Another overriding issue that can affect an operator’s decision on which technique to choose is the critical shortage of frac crews and equipment, especially in North America. Getting a frac date from a service company is much easier if the crew is needed for only a few days. It is exceedingly difficult to get a frac crew contracted for a week or more. This problem is likely to lessen in coming months, but presently it puts pressure on operators to choose expedience over a systematic approach, even if the systematic approach offers greater flexibility.

Adding to the complexity of either choice is whether water and proppant material are available. Lack of these can bring operations to a halt with disastrous consequences. The service industry is working to mitigate shortages of both, and results vary according to the geographic location of the play.

The inherent flexibility of PNP would seem to run second to the higher efficiency of OHMS, but technology has played a major role in leveling the playing field. The development of microseismic fracture mapping allows operators to monitor fracture propagation in real time, and the introduction of dissolvable diverters allows engineers to steer the fractures away from geohazards and offset wells.

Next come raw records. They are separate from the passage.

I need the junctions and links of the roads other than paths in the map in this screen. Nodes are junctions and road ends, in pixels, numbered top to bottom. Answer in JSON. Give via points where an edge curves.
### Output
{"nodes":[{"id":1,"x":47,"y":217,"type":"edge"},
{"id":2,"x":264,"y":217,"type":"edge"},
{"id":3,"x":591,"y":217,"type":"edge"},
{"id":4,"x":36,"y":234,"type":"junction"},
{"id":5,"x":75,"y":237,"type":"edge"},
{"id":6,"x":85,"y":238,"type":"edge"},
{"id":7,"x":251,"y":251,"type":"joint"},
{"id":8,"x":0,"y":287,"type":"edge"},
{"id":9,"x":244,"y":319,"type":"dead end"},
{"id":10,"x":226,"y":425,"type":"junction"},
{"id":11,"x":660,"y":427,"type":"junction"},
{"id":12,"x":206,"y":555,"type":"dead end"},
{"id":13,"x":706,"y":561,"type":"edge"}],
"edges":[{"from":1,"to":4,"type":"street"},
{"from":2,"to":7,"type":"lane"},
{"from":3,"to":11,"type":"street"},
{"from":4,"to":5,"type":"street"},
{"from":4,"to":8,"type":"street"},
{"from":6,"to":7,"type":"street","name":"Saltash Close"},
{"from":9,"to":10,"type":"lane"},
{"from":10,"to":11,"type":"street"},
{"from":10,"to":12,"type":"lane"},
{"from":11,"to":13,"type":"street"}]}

The main benefit of PNP is its ability to use real-time fracture mapping to make changes on the fly and thus place fractures where they are wanted, extend them as deeply as desired, and avoid geohazards such as aquifers that can instantly turn a potential oil or gas well into a water well.

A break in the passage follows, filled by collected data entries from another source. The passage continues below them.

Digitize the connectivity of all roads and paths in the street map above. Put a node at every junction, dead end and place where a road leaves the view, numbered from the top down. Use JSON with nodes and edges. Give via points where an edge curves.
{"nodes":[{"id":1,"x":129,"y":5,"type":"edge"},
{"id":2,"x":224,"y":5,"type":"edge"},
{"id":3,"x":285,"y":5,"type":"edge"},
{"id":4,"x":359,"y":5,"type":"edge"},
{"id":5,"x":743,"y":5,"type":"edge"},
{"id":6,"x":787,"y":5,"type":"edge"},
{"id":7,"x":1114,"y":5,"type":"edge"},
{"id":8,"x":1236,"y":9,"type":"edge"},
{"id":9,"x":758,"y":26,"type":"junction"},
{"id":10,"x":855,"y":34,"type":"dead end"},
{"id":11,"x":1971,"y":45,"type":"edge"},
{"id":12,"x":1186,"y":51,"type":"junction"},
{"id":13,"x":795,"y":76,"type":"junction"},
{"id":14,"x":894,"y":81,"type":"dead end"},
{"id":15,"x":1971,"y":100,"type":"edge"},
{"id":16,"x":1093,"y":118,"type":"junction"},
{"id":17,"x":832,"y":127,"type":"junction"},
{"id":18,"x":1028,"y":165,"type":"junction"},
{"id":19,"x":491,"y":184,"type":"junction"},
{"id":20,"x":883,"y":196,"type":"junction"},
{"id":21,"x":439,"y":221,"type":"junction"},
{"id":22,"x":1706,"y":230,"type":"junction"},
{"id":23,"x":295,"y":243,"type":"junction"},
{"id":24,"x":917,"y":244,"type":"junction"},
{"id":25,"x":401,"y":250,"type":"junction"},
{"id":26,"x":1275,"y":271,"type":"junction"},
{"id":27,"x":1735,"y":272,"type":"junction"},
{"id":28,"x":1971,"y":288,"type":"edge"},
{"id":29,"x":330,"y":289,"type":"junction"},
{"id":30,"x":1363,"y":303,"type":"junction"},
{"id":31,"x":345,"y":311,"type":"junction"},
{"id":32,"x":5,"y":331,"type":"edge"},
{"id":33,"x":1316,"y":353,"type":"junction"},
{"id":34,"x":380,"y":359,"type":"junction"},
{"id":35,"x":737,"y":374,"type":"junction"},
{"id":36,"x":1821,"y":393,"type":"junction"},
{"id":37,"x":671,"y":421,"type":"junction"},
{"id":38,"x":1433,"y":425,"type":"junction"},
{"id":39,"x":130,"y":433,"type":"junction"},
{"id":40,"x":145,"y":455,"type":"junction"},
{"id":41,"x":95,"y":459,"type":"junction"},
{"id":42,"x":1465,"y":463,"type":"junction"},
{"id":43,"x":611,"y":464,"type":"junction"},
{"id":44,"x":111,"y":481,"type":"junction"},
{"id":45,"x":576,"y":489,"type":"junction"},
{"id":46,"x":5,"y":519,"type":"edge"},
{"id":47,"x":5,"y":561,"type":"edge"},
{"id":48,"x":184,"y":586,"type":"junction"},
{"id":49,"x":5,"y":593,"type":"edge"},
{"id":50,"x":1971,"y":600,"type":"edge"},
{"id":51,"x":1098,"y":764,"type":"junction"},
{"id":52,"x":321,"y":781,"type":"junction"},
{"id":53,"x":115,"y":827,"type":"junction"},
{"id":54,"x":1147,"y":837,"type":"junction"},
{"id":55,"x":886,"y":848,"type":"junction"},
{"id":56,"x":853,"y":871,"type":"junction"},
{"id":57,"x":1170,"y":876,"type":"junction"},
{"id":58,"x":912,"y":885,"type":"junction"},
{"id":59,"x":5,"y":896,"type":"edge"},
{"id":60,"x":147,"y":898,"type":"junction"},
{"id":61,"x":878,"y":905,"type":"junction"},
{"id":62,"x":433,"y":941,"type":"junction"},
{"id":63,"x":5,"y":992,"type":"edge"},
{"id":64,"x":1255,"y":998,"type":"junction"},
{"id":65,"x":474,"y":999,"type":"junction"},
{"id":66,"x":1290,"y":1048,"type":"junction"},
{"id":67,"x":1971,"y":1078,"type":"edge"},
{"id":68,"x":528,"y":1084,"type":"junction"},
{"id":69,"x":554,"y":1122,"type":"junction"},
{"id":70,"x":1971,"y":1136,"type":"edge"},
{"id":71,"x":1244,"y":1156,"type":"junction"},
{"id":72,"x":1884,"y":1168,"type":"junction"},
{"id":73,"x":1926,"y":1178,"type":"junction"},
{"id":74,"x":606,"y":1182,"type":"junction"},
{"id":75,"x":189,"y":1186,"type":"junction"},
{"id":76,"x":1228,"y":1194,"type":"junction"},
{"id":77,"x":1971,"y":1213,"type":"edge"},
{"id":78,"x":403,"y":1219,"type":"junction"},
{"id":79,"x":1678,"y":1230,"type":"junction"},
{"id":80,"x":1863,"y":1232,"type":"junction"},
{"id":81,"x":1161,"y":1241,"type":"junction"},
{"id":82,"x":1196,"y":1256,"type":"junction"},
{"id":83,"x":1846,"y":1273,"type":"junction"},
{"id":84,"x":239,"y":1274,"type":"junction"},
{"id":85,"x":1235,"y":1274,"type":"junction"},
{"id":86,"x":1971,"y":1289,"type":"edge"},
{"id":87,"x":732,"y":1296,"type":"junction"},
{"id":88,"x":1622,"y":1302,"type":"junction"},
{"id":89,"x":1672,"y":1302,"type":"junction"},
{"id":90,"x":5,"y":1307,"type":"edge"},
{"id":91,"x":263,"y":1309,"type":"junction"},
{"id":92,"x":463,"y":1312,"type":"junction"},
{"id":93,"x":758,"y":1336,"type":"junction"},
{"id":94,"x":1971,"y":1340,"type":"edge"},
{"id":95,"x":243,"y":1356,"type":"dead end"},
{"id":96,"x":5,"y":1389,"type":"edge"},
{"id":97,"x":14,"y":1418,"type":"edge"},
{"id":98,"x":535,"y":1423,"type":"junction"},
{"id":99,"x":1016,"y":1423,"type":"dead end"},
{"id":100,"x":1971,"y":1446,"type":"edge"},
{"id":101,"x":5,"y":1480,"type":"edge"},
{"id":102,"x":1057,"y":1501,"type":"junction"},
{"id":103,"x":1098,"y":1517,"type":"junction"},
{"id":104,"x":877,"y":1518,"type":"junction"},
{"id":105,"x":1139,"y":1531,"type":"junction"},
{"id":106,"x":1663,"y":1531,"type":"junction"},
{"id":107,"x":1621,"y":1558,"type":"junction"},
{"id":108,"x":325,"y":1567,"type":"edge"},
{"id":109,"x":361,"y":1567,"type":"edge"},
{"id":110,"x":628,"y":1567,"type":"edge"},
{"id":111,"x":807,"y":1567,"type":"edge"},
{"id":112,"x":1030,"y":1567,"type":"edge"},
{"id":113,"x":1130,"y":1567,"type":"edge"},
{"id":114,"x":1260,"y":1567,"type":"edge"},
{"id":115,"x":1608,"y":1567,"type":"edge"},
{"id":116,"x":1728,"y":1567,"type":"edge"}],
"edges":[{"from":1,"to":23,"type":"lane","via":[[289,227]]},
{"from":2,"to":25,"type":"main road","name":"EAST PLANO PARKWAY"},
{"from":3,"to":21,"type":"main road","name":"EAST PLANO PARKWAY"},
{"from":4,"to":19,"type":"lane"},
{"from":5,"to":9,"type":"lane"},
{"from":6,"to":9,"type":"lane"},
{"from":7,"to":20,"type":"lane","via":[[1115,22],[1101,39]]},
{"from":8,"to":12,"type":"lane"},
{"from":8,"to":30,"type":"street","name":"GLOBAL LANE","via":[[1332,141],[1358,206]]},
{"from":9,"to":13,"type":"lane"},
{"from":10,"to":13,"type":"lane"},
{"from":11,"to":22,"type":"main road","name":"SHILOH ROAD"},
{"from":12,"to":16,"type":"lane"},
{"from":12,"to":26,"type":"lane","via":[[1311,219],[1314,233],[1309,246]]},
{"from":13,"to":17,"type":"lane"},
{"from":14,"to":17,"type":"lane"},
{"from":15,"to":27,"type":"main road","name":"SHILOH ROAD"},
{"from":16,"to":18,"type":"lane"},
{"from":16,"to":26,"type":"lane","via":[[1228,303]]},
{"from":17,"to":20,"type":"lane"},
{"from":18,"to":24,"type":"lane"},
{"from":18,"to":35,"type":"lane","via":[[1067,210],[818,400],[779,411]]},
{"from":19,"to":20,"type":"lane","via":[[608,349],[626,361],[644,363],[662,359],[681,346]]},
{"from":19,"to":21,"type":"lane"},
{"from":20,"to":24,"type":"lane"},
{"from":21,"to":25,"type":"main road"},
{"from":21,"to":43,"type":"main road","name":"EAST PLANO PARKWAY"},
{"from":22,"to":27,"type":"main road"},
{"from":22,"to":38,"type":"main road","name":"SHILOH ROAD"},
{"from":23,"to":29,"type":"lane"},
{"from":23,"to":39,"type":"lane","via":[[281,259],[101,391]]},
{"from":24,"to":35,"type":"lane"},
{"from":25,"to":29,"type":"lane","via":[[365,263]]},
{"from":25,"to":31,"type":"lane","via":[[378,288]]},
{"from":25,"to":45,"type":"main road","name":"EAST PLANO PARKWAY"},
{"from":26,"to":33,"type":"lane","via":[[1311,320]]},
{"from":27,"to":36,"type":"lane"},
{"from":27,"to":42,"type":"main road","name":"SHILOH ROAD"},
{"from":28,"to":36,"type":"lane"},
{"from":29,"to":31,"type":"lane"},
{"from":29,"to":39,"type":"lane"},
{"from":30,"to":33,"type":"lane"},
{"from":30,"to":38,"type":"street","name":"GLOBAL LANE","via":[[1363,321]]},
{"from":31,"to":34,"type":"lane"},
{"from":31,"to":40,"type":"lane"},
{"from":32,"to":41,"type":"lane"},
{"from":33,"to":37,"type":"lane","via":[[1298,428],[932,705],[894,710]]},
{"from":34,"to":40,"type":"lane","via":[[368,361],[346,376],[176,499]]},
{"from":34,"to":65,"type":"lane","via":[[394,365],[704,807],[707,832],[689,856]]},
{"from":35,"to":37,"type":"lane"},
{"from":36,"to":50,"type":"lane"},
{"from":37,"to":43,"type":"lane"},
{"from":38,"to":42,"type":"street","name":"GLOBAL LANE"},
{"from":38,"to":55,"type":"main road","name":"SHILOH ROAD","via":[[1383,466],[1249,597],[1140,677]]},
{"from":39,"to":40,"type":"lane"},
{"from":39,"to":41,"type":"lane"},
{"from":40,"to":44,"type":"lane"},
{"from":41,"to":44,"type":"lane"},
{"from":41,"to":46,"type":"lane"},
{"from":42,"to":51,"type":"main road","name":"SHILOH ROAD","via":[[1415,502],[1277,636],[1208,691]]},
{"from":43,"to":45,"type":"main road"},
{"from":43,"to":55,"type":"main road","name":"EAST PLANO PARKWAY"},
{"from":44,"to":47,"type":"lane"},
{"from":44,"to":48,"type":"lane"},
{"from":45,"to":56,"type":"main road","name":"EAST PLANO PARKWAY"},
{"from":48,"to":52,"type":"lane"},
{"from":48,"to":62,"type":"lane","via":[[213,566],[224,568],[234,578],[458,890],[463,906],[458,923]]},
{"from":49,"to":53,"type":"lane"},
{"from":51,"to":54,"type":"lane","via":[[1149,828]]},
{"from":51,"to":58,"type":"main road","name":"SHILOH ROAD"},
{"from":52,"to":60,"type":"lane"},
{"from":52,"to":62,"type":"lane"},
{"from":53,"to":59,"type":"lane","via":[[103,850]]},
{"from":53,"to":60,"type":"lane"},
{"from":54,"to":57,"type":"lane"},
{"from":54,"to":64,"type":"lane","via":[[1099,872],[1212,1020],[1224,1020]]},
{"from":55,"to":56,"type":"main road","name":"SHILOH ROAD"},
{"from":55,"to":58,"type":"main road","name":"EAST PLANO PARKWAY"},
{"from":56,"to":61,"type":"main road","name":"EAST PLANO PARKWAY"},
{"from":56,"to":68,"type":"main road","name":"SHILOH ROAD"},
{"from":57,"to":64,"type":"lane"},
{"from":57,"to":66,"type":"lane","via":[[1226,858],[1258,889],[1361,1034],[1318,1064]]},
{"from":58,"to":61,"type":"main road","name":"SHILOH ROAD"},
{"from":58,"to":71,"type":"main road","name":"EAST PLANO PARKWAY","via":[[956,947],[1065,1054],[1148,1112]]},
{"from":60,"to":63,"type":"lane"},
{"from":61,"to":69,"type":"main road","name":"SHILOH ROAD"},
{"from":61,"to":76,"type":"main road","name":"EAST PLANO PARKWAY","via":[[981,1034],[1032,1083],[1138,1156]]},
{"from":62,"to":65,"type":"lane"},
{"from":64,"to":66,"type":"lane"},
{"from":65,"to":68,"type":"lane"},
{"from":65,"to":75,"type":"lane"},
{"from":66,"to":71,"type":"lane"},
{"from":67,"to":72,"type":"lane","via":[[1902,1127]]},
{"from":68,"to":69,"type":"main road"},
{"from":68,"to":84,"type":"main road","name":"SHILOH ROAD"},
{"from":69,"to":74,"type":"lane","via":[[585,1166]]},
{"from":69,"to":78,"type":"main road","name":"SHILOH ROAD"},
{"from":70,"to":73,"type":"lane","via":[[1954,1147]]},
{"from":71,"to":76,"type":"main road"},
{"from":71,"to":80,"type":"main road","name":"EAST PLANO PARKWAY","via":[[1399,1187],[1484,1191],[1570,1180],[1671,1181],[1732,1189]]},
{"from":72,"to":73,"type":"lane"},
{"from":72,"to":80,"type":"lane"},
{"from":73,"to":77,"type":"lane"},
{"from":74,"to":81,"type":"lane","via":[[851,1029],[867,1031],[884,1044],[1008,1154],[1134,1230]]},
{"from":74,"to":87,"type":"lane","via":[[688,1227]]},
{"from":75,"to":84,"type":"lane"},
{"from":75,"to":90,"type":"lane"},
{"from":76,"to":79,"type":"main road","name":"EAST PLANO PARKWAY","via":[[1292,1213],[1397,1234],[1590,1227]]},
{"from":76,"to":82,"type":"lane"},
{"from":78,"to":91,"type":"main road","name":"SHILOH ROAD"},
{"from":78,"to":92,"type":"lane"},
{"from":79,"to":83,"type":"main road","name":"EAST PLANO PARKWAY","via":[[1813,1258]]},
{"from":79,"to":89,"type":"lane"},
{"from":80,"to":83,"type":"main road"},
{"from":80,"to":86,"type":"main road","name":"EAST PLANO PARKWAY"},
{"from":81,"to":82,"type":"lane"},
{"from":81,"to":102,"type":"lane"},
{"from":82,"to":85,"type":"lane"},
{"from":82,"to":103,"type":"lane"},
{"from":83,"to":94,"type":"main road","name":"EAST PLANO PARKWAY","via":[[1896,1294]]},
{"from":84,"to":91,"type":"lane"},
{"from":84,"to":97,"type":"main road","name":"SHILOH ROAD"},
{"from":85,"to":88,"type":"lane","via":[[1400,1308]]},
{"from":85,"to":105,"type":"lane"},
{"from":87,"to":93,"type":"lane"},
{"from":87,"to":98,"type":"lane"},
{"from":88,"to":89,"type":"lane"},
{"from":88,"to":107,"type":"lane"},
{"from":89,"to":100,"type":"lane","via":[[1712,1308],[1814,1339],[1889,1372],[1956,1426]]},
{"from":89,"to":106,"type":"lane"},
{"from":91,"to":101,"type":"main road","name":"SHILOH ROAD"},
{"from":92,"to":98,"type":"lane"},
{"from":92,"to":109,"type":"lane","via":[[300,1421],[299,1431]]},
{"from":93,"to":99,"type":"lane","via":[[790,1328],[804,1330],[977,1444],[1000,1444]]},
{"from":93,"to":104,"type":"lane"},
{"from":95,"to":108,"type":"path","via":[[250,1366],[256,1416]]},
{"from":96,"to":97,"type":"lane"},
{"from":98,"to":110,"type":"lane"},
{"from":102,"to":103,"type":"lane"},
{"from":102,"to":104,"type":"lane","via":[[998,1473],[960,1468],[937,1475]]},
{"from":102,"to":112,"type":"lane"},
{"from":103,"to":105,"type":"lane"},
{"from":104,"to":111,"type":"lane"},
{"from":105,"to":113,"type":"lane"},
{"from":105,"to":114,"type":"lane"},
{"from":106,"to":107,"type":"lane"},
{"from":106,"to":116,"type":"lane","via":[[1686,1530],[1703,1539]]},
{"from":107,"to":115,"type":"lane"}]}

In more mature plays, such as the famous Barnett shale of North Texas, refracs have become popular. Some wells are on their fourth refrac. This technique, which can restore new life into a declining producer, cannot be implemented with OHMS. The recently introduced Simul-Frac and Zipper Frac techniques show great promise and play to the PNP camp. These techniques involve alternating between stages on two or more adjacent wells, holding opposing stages in offset wells under pressure while treating the opposing stage in the well being fractured. Doing this creates a protective stress field around the pressured-up stages and diverts the fracture in the well being treated so the fractures do not intersect. Good coordination between the pumping crew and perforating crew is required, and results so far have shown that the practice has merit. It also mitigates some of the inefficiency of the PNP technique because multiple wells can be treated on the same trip to the field.

When asked to estimate the fraction of wells in each play that were PNP candidates for technical reasons (meaning that they cannot be completed using OHMS), respondents had strong opinions. Note the low frequency in Bakken and high frequency in Haynesville.

Diverse opinions in the field

Survey responses to the pros and cons of the OHMS vs. PNP techniques are tabulated in Tables 2 and 3. A total of 56 of the 116 survey participants expressed an opinion and 53 opted not to respond to the OHMS true/false questions. This lack of response may indicate inexperience in multistage stimulation completions or a market segment that has not yet formed an opinion on these issues. The key unresolved question is whether saving frac time and cost with OHMS is more valuable to operators than potentially improving well performance from the flexible but higher cost PNP.

Stated another way, one might ask, “Is it preferable to use a technique that has proved itself to be highly efficient when it works or to use one that almost always works, and may improve EUR of hydrocarbons over the life of the well? Which technique – OHMS or PNP – poses the greater risk, or which technique promises the greater potential reward?”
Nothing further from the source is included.